Data documentation and metadata¶
Proper data documentation enables good findability and accessibility of data, guaranteeing that research data can be understood and used by current and future users (including your future self). It is important to add metadata and store the data in a structured and consistent way with appropriate data documentation. The documentation can be a description explaining what the data are, what you can do with them and how they can be used.
Best practice tips:
Fill out the metadata fields offered by the Radboud Data Repository (RDR) to improve findability of your dataset. These metadata fields include keywords, audience, associated data, publications, analysis tools and pre-registrations. In the case of keywords, you can use ‘free text’ keywords or make use of a standard thesaurus (such as MeSH or SFN keywords). Adhering to a standard is generally preferable to using ‘free text’ keywords and makes your dataset more interoperable. Should you want to make use of a standard that is not yet offered by the RDR, you can contact your data steward. You can also improve the re-usability of your dataset by filling out the description field properly. You can find more information about these metadata fields on the help page 'How to adjust metadata and invite colleagues to a collection'.
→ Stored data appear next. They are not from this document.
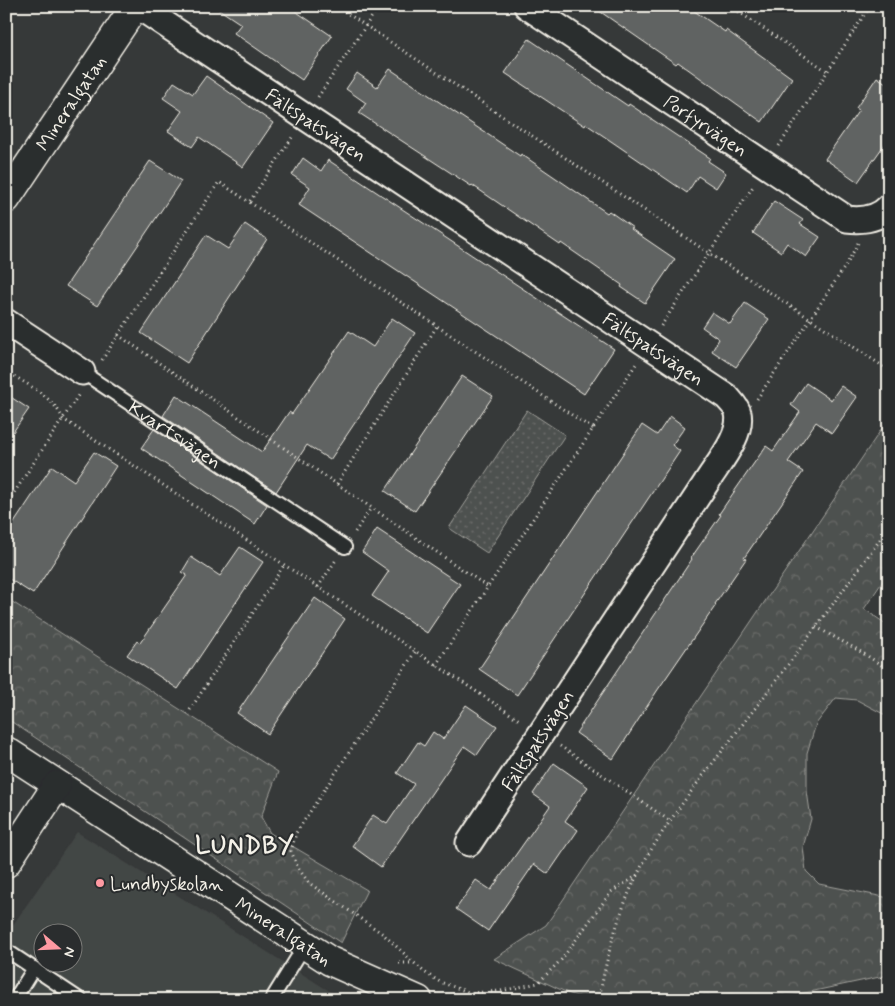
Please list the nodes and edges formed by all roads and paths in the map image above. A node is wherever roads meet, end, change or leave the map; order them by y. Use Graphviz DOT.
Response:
graph roads {
  1 [pos="137,6"];
  2 [pos="336,6"];
  3 [pos="527,6"];
  4 [pos="730,6"];
  5 [pos="827,71"];
  6 [pos="6,199"];
  7 [pos="879,213"];
  8 [pos="811,319"];
  9 [pos="6,322"];
  10 [pos="437,326"];
  11 [pos="118,335"];
  12 [pos="889,370"];
  13 [pos="6,371"];
  14 [pos="86,375"];
  15 [pos="63,419"];
  16 [pos="739,424"];
  17 [pos="593,429"];
  18 [pos="337,484"];
  19 [pos="6,505"];
  20 [pos="889,527"];
  21 [pos="345,547"];
  22 [pos="284,565"];
  23 [pos="488,587"];
  24 [pos="816,627"];
  25 [pos="415,652"];
  26 [pos="889,670"];
  27 [pos="190,710"];
  28 [pos="540,734"];
  29 [pos="6,751"];
  30 [pos="57,785"];
  31 [pos="670,821"];
  32 [pos="469,843"];
  33 [pos="6,862"];
  34 [pos="638,875"];
  35 [pos="305,945"];
  36 [pos="6,950"];
  37 [pos="32,967"];
  38 [pos="32,971"];
  39 [pos="43,974"];
  40 [pos="599,998"];
  41 [pos="14,1000"];
  42 [pos="82,1000"];
  43 [pos="271,1000"];
  44 [pos="418,1000"];
  1 -- 6 [label="street, Mineralgatan"];
  1 -- 16 [label="street, Fältspatsvägen"];
  2 -- 8 [label="path"];
  3 -- 7 [label="street, Porfyrvägen"];
  4 -- 5 [label="path"];
  7 -- 8 [label="path"];
  8 -- 12 [label="path"];
  8 -- 16 [label="path"];
  9 -- 14 [label="street, Kvartsvägen"];
  10 -- 11 [label="path"];
  10 -- 17 [label="path"];
  10 -- 18 [label="path"];
  11 -- 14 [label="path"];
  11 -- 18 [label="path"];
  13 -- 15 [label="path"];
  14 -- 15 [label="path"];
  14 -- 21 [label="lane, Kvartsvägen"];
  15 -- 19 [label="path"];
  15 -- 22 [label="path"];
  16 -- 28 [label="street, Fältspatsvägen"];
  18 -- 23 [label="path"];
  20 -- 24 [label="path"];
  22 -- 25 [label="path"];
  22 -- 27 [label="path"];
  24 -- 26 [label="path"];
  24 -- 31 [label="path"];
  25 -- 28 [label="path"];
  25 -- 34 [label="path"];
  28 -- 31 [label="path"];
  28 -- 32 [label="street, Fältspatsvägen"];
  29 -- 30 [label="street, Mineralgatan"];
  30 -- 33 [label="street"];
  30 -- 35 [label="street, Mineralgatan"];
  31 -- 34 [label="path"];
  34 -- 40 [label="path"];
  35 -- 43 [label="lane"];
  35 -- 44 [label="street, Mineralgatan"];
  36 -- 37 [label="lane"];
  38 -- 41 [label="lane"];
  39 -- 42 [label="lane"];
}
Include files to your collection that explain the dataset’s context and contain information on how the research was done. This can be done with version logs, notebooks or documents describing methodologies. Describe the who, what, why, where and how of the data. Always include:
Describe the project history, objectives and hypotheses
Describe the data collection methods. Elaborate on the study design, sampling, the data collection process, measuring instruments and tools, data management and file formats
Describe the data processing and analysis methods. Describe the cleaning, transforming, aggregating, and calculating procedures you performed on the data. Always explain which software (including version and developer’s web address) you used to analyse the data and/or compress files
Points 1 and 2 are often similar to the abstract of a scientific publication, whereas point 3 contains similar information to the methods section of a scientific publication. You can draw inspiration from your abstract and methods sections to add as contextual documentation.
In the RDR, you can add context information in the description field of your collection’s metadata, or you can provide the information in separate files.
Include files to your collection that describe the structure of the dataset. These are often readme.txt files or other documents that contain an overview of the various folders and files that make up the dataset. Describe which folder contains what, which files must be opened first, etc. In some scientific fields, standards exist that prescribe how your dataset should be structured. An example of this is the Brain Imaging Data Structure (BIDS: https://bids.neuroimaging.io/) for neuroimaging experiments (MRI, EEG, MEG, etc.). If there is a set of standards in your field, it is good practice to use it as it promotes the re-usability and interoperability of datasets.
Include files to your collection that describe the content of the dataset. These documents describe the dataset at the data level. These are often codebooks that explain the concepts and/or variables in question as well as their meaning and the values they represent.
If you provide documentation files in Data Sharing Collections (DSCs), make sure that you label them as documentation files so that they can be downloaded by anyone. This is especially important for collections that are not fully open access (i.e. Open access for Registered Users and Restricted access DSCs) where re-users must request access to your data. Documentation files help potential re-users to evaluate whether your dataset is suitable for their purpose before they request access.
For an example of good documentation practice, see this collection’s $README.txt file in the files tab. For more inspiration, see Cornell University’s clear help on how to write a README including a template README. The general information and sharing/access information of this template are not necessary to provide in a README if you use the RDR: those are obligatory metadata fields in the RDR.